When Chloe could not rise to her first nonbedpan-related task—pulling the plug on one Mr. Weintraub, who is just a beep on a medical monitor—Veronica stepped in to take care of the job briskly and brusquely so that they could go out for drinks. She had a family history of alcoholism to attend to, and happy hour doesn’t last forever. Later, Veronica squabbled with a doctor about their respective counseling of a woman dying from cancer. “She wants to try all available treatments,” he said. “That’s her kids talking,” she countered, positing that the lady just needed permission to give up. Then they went behind a closed door and made out. Sometime after reapplying her lipstick, Veronica told the patient, “If you want to stop treatment, all you have to do is say so.”

This was a graceful moment for the character and, less predictably, also a graceful one for the actress in the part. Though Schilling is a gifted comedian and a good flirt, she can’t quite stoop to the correct delivery of the show’s more ploddingly somber lines.

Three Rivers

This weekend sees the debut of the somewhat competent Three Rivers (CBS, Sundays at 9 p.m. ET), which is a bit dull despite making the most promiscuous use of the walk-and-talk of any new show of the last couple of seasons. Near the outset, Dr. Andy Yablonki (Alex O’Laughlin) strides the halls of the best transplant hospital in the United States, coolly receiving exposition from his colleagues. One relays that someone is waiting for Andy at the front desk—a young man who, needing a new heart, has traveled all the way to Pittsburgh from Omaha to butter him up. The prospective patient is a Somali refugee, one of America’s 9.5 million uninsured noncitizens. However, the guy has a story so sad and a smile so beatific that he might even melt the heart of Joe Wilson. Andy can’t make any promises, but he’ll do what he can, possibly by employing the magical powers of his tremendously handsome cleft chin. His nonpromise provokes the consternation of his operating assistant: “I don’t have any insurance information on him.” All but winking, Andy replies, “You’re clever. You’ll think of something.” Andy doesn’t play by the rules, as we already know from the fact that he doesn’t tuck his shirt in.

Meanwhile, a man lays brain-dead in Cleveland. “Another thing to consider at this stage is organ donation,” someone says to his wife. The Cleveland hospital places a call to Pittsburgh so that they can retrieve his ticker for an ailing pregnant lady. Then the man’s daughter vehemently wonders, “How do you know they did everything they could to save him?” A new assistant at Three Rivers, having just walked into the Cleveland hospital while a colleague talked about that city’s fabulous cheeseburgers, flies off the handle upon learning that the daughter had ordered a new set of tests, furiously confronting her about the potentially ruinous delay. This earns him a reprimand from his boss: “This is not how we do it.” The kid, not yet knowing the rules, doesn’t know properly how not to play by them.

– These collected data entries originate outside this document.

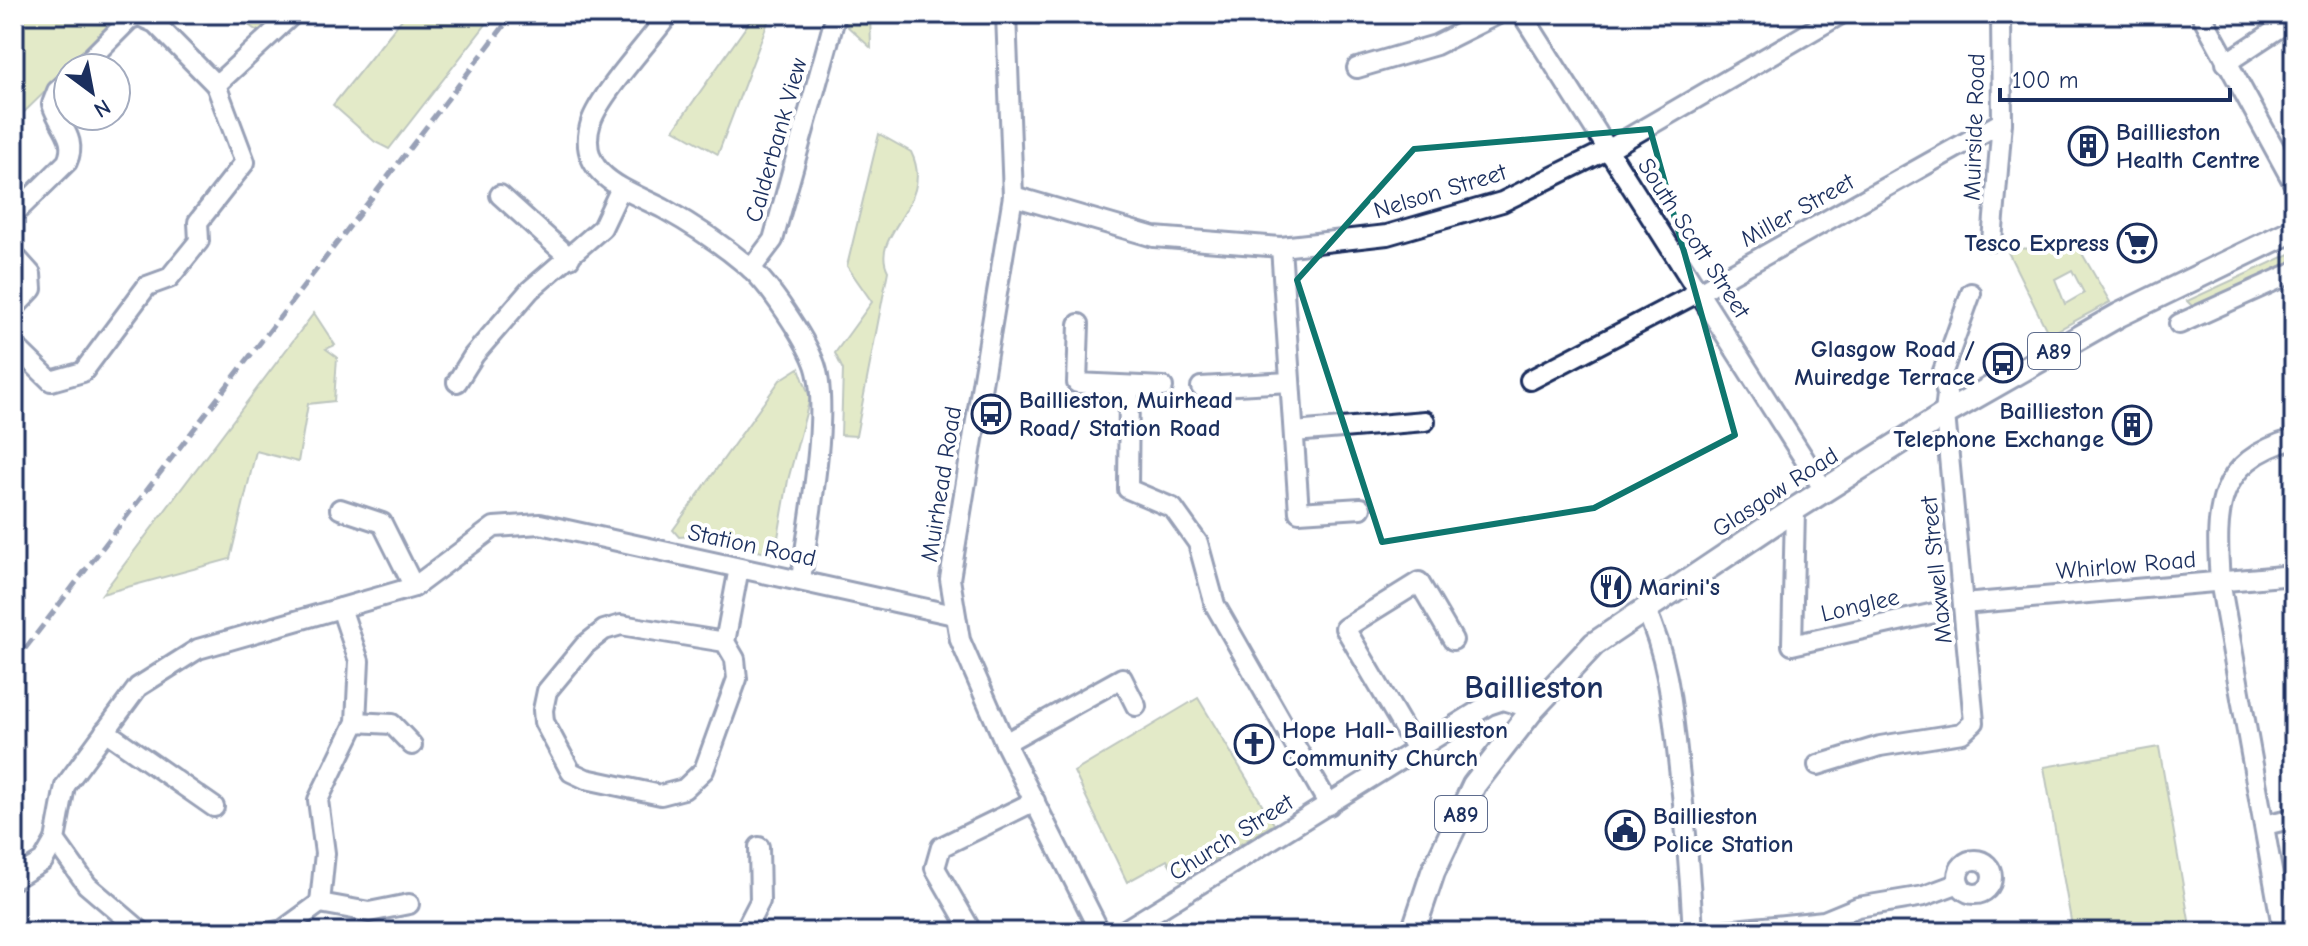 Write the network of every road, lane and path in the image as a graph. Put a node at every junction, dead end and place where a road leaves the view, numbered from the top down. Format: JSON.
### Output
{"nodes":[{"id":1,"x":293,"y":14,"type":"edge"},
{"id":2,"x":669,"y":14,"type":"edge"},
{"id":3,"x":1006,"y":14,"type":"edge"},
{"id":4,"x":1498,"y":14,"type":"edge"},
{"id":5,"x":1522,"y":14,"type":"edge"},
{"id":6,"x":1841,"y":14,"type":"edge"},
{"id":7,"x":2001,"y":14,"type":"edge"},
{"id":8,"x":2201,"y":14,"type":"edge"},
{"id":9,"x":835,"y":18,"type":"dead end"},
{"id":10,"x":2294,"y":18,"type":"edge"},
{"id":11,"x":97,"y":52,"type":"edge"},
{"id":12,"x":2226,"y":63,"type":"junction"},
{"id":13,"x":1357,"y":68,"type":"dead end"},
{"id":14,"x":216,"y":85,"type":"junction"},
{"id":15,"x":2002,"y":122,"type":"junction"},
{"id":16,"x":67,"y":132,"type":"edge"},
{"id":17,"x":1609,"y":149,"type":"junction"},
{"id":18,"x":2293,"y":184,"type":"edge"},
{"id":19,"x":620,"y":190,"type":"junction"},
{"id":20,"x":500,"y":195,"type":"dead end"},
{"id":21,"x":1013,"y":196,"type":"junction"},
{"id":22,"x":14,"y":214,"type":"edge"},
{"id":23,"x":2294,"y":230,"type":"edge"},
{"id":24,"x":1992,"y":241,"type":"dead end"},
{"id":25,"x":1281,"y":247,"type":"junction"},
{"id":26,"x":14,"y":255,"type":"edge"},
{"id":27,"x":570,"y":258,"type":"junction"},
{"id":28,"x":751,"y":269,"type":"junction"},
{"id":29,"x":2294,"y":272,"type":"edge"},
{"id":30,"x":1701,"y":291,"type":"junction"},
{"id":31,"x":1971,"y":293,"type":"dead end"},
{"id":32,"x":14,"y":308,"type":"edge"},
{"id":33,"x":1079,"y":324,"type":"dead end"},
{"id":34,"x":2179,"y":324,"type":"dead end"},
{"id":35,"x":14,"y":345,"type":"edge"},
{"id":36,"x":1530,"y":380,"type":"dead end"},
{"id":37,"x":457,"y":382,"type":"dead end"},
{"id":38,"x":1290,"y":382,"type":"junction"},
{"id":39,"x":1129,"y":386,"type":"junction"},
{"id":40,"x":1163,"y":387,"type":"dead end"},
{"id":41,"x":1201,"y":387,"type":"dead end"},
{"id":42,"x":1945,"y":414,"type":"junction"},
{"id":43,"x":1425,"y":421,"type":"dead end"},
{"id":44,"x":1294,"y":432,"type":"junction"},
{"id":45,"x":2294,"y":439,"type":"edge"},
{"id":46,"x":1824,"y":490,"type":"junction"},
{"id":47,"x":1361,"y":508,"type":"dead end"},
{"id":48,"x":340,"y":509,"type":"dead end"},
{"id":49,"x":1795,"y":509,"type":"junction"},
{"id":50,"x":739,"y":568,"type":"junction"},
{"id":51,"x":2294,"y":575,"type":"edge"},
{"id":52,"x":801,"y":580,"type":"junction"},
{"id":53,"x":2220,"y":581,"type":"junction"},
{"id":54,"x":414,"y":587,"type":"junction"},
{"id":55,"x":1963,"y":604,"type":"junction"},
{"id":56,"x":341,"y":608,"type":"junction"},
{"id":57,"x":1645,"y":608,"type":"junction"},
{"id":58,"x":1939,"y":612,"type":"dead end"},
{"id":59,"x":954,"y":615,"type":"junction"},
{"id":60,"x":1453,"y":640,"type":"dead end"},
{"id":61,"x":725,"y":642,"type":"junction"},
{"id":62,"x":1136,"y":706,"type":"dead end"},
{"id":63,"x":1533,"y":709,"type":"junction"},
{"id":64,"x":356,"y":722,"type":"junction"},
{"id":65,"x":105,"y":731,"type":"junction"},
{"id":66,"x":1005,"y":743,"type":"junction"},
{"id":67,"x":412,"y":745,"type":"dead end"},
{"id":68,"x":1417,"y":751,"type":"junction"},
{"id":69,"x":1818,"y":765,"type":"dead end"},
{"id":70,"x":1035,"y":801,"type":"junction"},
{"id":71,"x":1329,"y":805,"type":"junction"},
{"id":72,"x":214,"y":807,"type":"dead end"},
{"id":73,"x":2294,"y":818,"type":"edge"},
{"id":74,"x":2265,"y":825,"type":"junction"},
{"id":75,"x":55,"y":840,"type":"junction"},
{"id":76,"x":759,"y":847,"type":"dead end"},
{"id":77,"x":14,"y":879,"type":"edge"},
{"id":78,"x":1959,"y":883,"type":"dead end"},
{"id":79,"x":320,"y":903,"type":"junction"},
{"id":80,"x":409,"y":904,"type":"dead end"},
{"id":81,"x":142,"y":932,"type":"edge"},
{"id":82,"x":273,"y":932,"type":"edge"},
{"id":83,"x":744,"y":932,"type":"edge"},
{"id":84,"x":972,"y":932,"type":"edge"},
{"id":85,"x":1100,"y":932,"type":"edge"},
{"id":86,"x":1122,"y":932,"type":"edge"},
{"id":87,"x":1413,"y":932,"type":"edge"},
{"id":88,"x":1693,"y":932,"type":"edge"},
{"id":89,"x":1713,"y":932,"type":"edge"},
{"id":90,"x":2283,"y":932,"type":"edge"}],
"edges":[{"from":1,"to":14,"type":"street"},
{"from":2,"to":19,"type":"street"},
{"from":3,"to":21,"type":"street","name":"Muirhead Road"},
{"from":4,"to":13,"type":"street"},
{"from":5,"to":17,"type":"street","name":"South Scott Street"},
{"from":6,"to":17,"type":"street","name":"Nelson Street"},
{"from":7,"to":15,"type":"street","name":"Muirside Road"},
{"from":8,"to":12,"type":"street"},
{"from":9,"to":28,"type":"street","name":"Calderbank View"},
{"from":10,"to":12,"type":"street"},
{"from":11,"to":14,"type":"street"},
{"from":12,"to":18,"type":"street"},
{"from":14,"to":35,"type":"street"},
{"from":15,"to":24,"type":"street","name":"Muirside Road"},
{"from":15,"to":30,"type":"street","name":"Miller Street"},
{"from":16,"to":22,"type":"street"},
{"from":17,"to":25,"type":"street","name":"Nelson Street"},
{"from":17,"to":30,"type":"street","name":"South Scott Street"},
{"from":19,"to":27,"type":"street"},
{"from":19,"to":28,"type":"street"},
{"from":20,"to":27,"type":"street"},
{"from":21,"to":25,"type":"street","name":"Nelson Street"},
{"from":21,"to":59,"type":"street","name":"Muirhead Road"},
{"from":23,"to":42,"type":"main road","name":"Glasgow Road","number":"A89"},
{"from":25,"to":38,"type":"street"},
{"from":26,"to":32,"type":"street"},
{"from":27,"to":37,"type":"street"},
{"from":28,"to":52,"type":"street"},
{"from":29,"to":34,"type":"street"},
{"from":30,"to":36,"type":"street","name":"Miller Street"},
{"from":30,"to":46,"type":"street","name":"South Scott Street"},
{"from":31,"to":42,"type":"street","name":"Maxwell Street"},
{"from":33,"to":39,"type":"street"},
{"from":38,"to":41,"type":"street"},
{"from":38,"to":44,"type":"street"},
{"from":39,"to":40,"type":"street"},
{"from":39,"to":71,"type":"street"},
{"from":42,"to":46,"type":"main road","name":"Glasgow Road","number":"A89"},
{"from":42,"to":55,"type":"street","name":"Maxwell Street"},
{"from":43,"to":44,"type":"street"},
{"from":44,"to":47,"type":"street"},
{"from":45,"to":53,"type":"street"},
{"from":46,"to":49,"type":"main road","name":"Glasgow Road","number":"A89"},
{"from":48,"to":54,"type":"street"},
{"from":49,"to":57,"type":"main road","name":"Glasgow Road","number":"A89"},
{"from":49,"to":58,"type":"street","name":"Longlee"},
{"from":50,"to":52,"type":"street","name":"Station Road"},
{"from":50,"to":54,"type":"street","name":"Station Road"},
{"from":50,"to":61,"type":"street"},
{"from":51,"to":53,"type":"street","name":"Whirlow Road"},
{"from":52,"to":59,"type":"street","name":"Station Road"},
{"from":53,"to":55,"type":"street","name":"Whirlow Road"},
{"from":53,"to":74,"type":"street"},
{"from":54,"to":56,"type":"street"},
{"from":55,"to":69,"type":"street","name":"Maxwell Street"},
{"from":56,"to":64,"type":"street"},
{"from":56,"to":65,"type":"street"},
{"from":57,"to":63,"type":"main road","name":"Glasgow Road","number":"A89"},
{"from":57,"to":88,"type":"street"},
{"from":59,"to":66,"type":"street","name":"Muirhead Road"},
{"from":60,"to":68,"type":"street"},
{"from":61,"to":61,"type":"street"},
{"from":62,"to":66,"type":"street"},
{"from":63,"to":68,"type":"street","name":"Church Street"},
{"from":63,"to":87,"type":"main road","name":"Glasgow Road","number":"A89"},
{"from":64,"to":67,"type":"street"},
{"from":64,"to":79,"type":"street"},
{"from":65,"to":72,"type":"street"},
{"from":65,"to":75,"type":"street"},
{"from":66,"to":70,"type":"street","name":"Muirhead Road"},
{"from":68,"to":71,"type":"street","name":"Church Street"},
{"from":70,"to":84,"type":"street"},
{"from":70,"to":85,"type":"street","name":"Muirhead Road"},
{"from":71,"to":86,"type":"street","name":"Church Street"},
{"from":73,"to":74,"type":"street"},
{"from":74,"to":90,"type":"street"},
{"from":75,"to":77,"type":"street"},
{"from":75,"to":81,"type":"street"},
{"from":76,"to":83,"type":"street"},
{"from":78,"to":89,"type":"street"},
{"from":79,"to":80,"type":"street"},
{"from":79,"to":82,"type":"street"}]}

Meanwhile, a surgical fellow grapples with the case of a well-connected child who has been swallowing metal objects, as demonstrated by deluxe graphics on the computer screens possibly borrowed from the CSI crime lab. The case has stirred some daddy issues for the surgical fellow, and she needs to track down the surgery chief to work them out. “Doctor, do you have a second?” The doctor, running late for a meeting, talks quickly: “Walk with me.”